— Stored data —
• • •

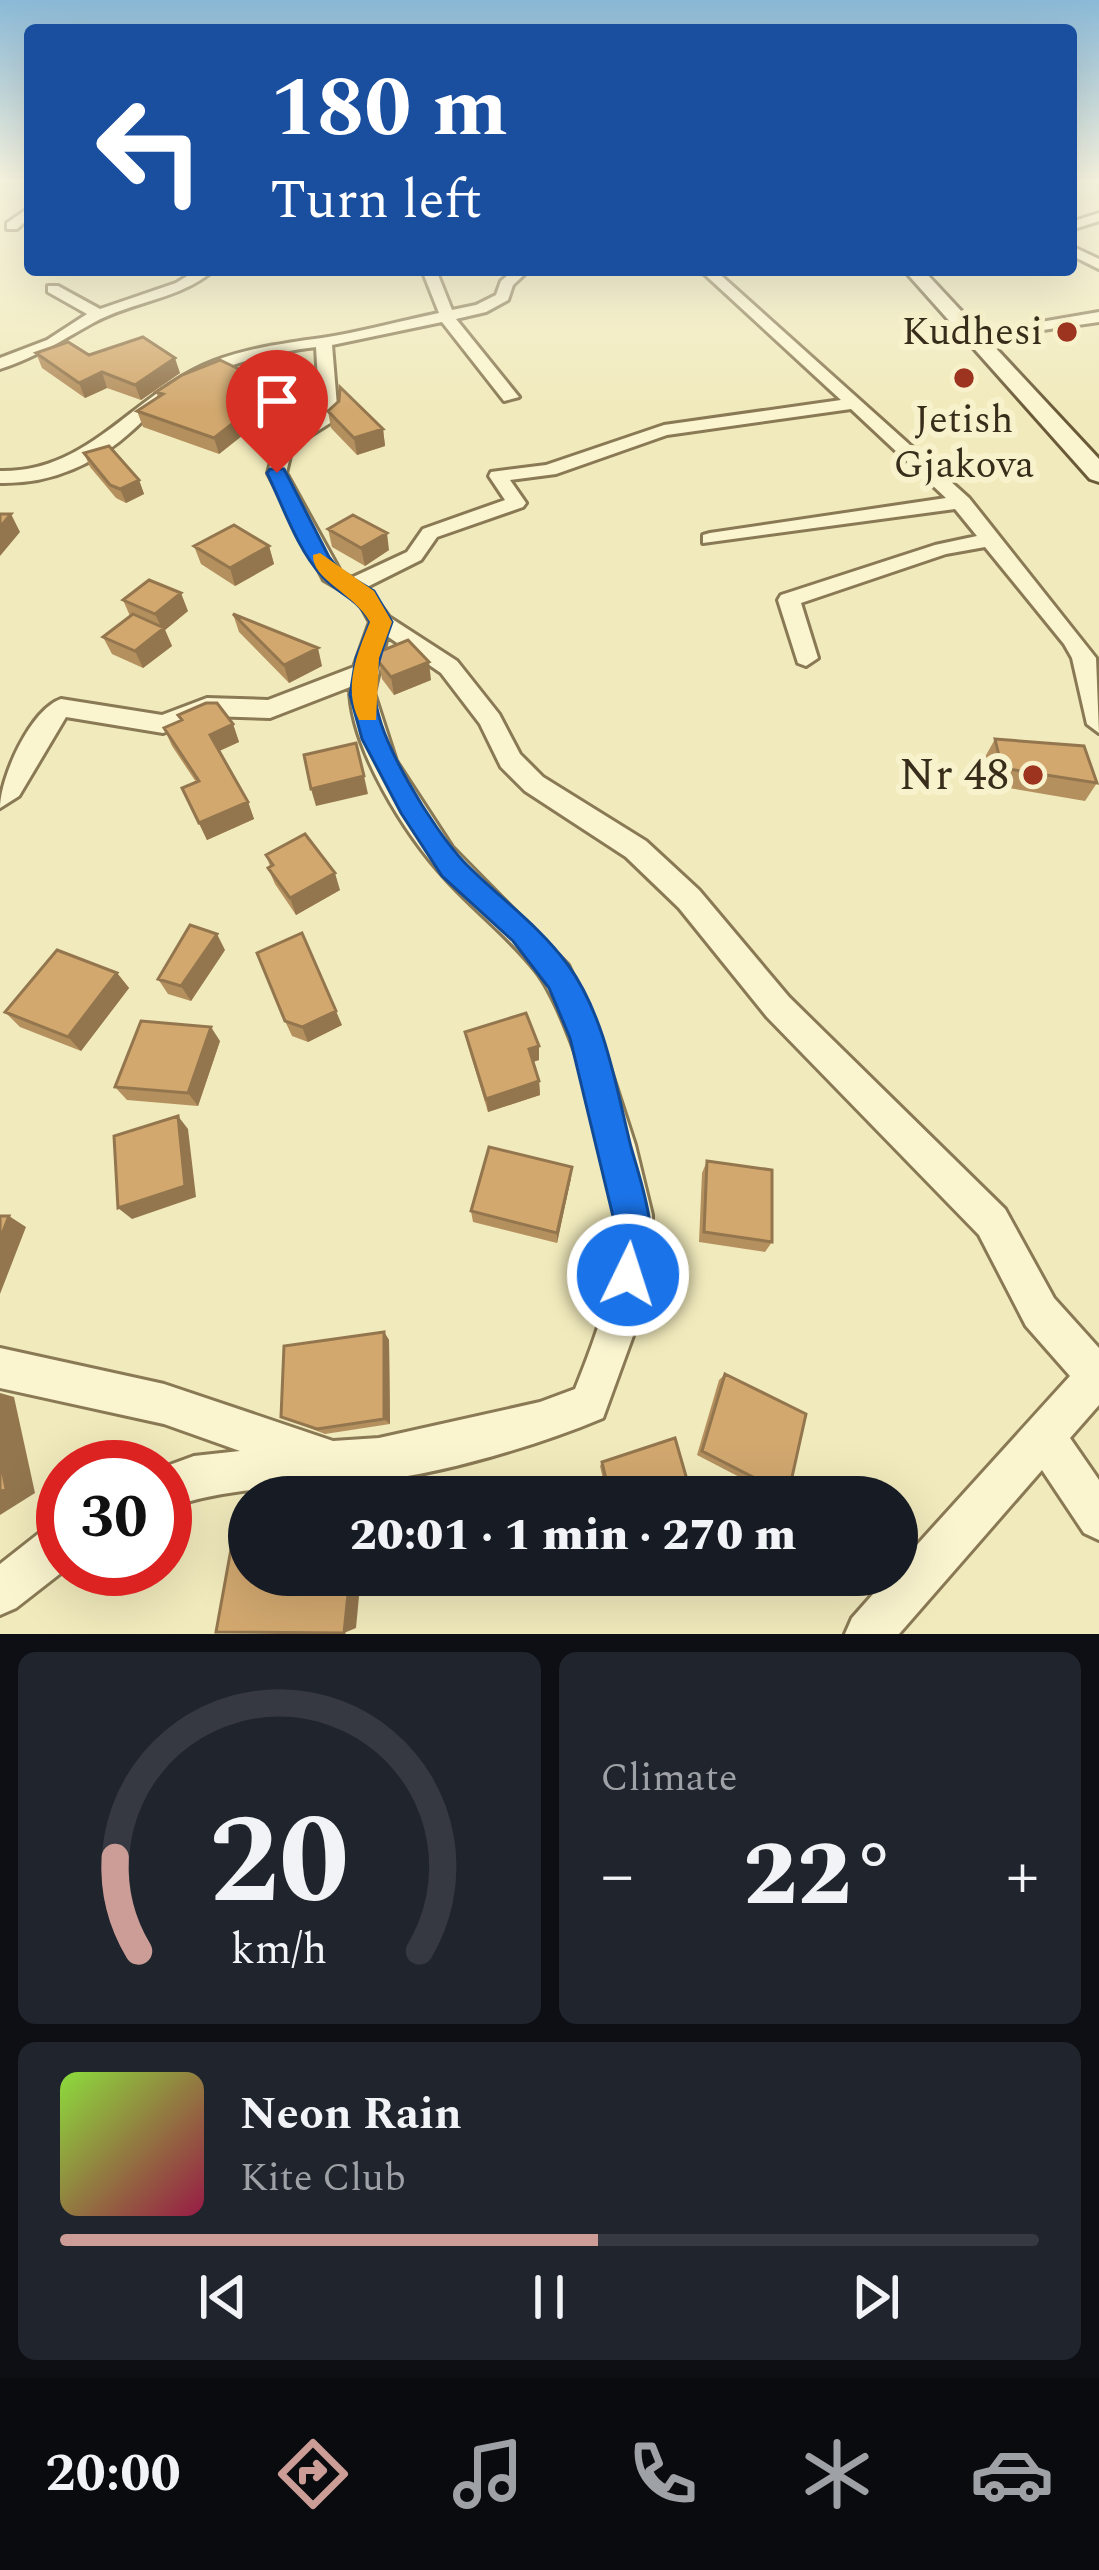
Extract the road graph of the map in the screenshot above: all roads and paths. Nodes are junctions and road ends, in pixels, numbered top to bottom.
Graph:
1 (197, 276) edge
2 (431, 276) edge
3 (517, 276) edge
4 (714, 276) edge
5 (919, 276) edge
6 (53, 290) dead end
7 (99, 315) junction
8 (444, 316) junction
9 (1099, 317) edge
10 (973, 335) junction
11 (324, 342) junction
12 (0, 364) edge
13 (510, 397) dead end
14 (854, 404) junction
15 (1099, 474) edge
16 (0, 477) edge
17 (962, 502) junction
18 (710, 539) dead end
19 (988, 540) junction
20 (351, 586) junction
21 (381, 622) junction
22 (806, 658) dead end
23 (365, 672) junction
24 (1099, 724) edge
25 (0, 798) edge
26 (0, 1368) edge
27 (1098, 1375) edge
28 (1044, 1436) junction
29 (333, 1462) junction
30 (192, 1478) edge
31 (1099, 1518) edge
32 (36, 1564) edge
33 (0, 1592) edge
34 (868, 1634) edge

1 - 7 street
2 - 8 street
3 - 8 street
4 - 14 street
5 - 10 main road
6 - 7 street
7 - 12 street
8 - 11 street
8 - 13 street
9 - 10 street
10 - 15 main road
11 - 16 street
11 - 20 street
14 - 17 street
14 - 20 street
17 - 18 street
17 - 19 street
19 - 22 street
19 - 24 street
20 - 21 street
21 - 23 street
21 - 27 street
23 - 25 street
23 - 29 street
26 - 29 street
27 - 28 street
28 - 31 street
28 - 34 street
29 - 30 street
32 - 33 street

• • •

— Your task —
Reproduce the whole of the data, word for word, and omit its pictures.

— Solution for this problem —
Extract the road graph of the map in the screenshot above: all roads and paths. Nodes are junctions and road ends, in pixels, numbered top to bottom.
Graph:
1 (197, 276) edge
2 (431, 276) edge
3 (517, 276) edge
4 (714, 276) edge
5 (919, 276) edge
6 (53, 290) dead end
7 (99, 315) junction
8 (444, 316) junction
9 (1099, 317) edge
10 (973, 335) junction
11 (324, 342) junction
12 (0, 364) edge
13 (510, 397) dead end
14 (854, 404) junction
15 (1099, 474) edge
16 (0, 477) edge
17 (962, 502) junction
18 (710, 539) dead end
19 (988, 540) junction
20 (351, 586) junction
21 (381, 622) junction
22 (806, 658) dead end
23 (365, 672) junction
24 (1099, 724) edge
25 (0, 798) edge
26 (0, 1368) edge
27 (1098, 1375) edge
28 (1044, 1436) junction
29 (333, 1462) junction
30 (192, 1478) edge
31 (1099, 1518) edge
32 (36, 1564) edge
33 (0, 1592) edge
34 (868, 1634) edge

1 - 7 street
2 - 8 street
3 - 8 street
4 - 14 street
5 - 10 main road
6 - 7 street
7 - 12 street
8 - 11 street
8 - 13 street
9 - 10 street
10 - 15 main road
11 - 16 street
11 - 20 street
14 - 17 street
14 - 20 street
17 - 18 street
17 - 19 street
19 - 22 street
19 - 24 street
20 - 21 street
21 - 23 street
21 - 27 street
23 - 25 street
23 - 29 street
26 - 29 street
27 - 28 street
28 - 31 street
28 - 34 street
29 - 30 street
32 - 33 street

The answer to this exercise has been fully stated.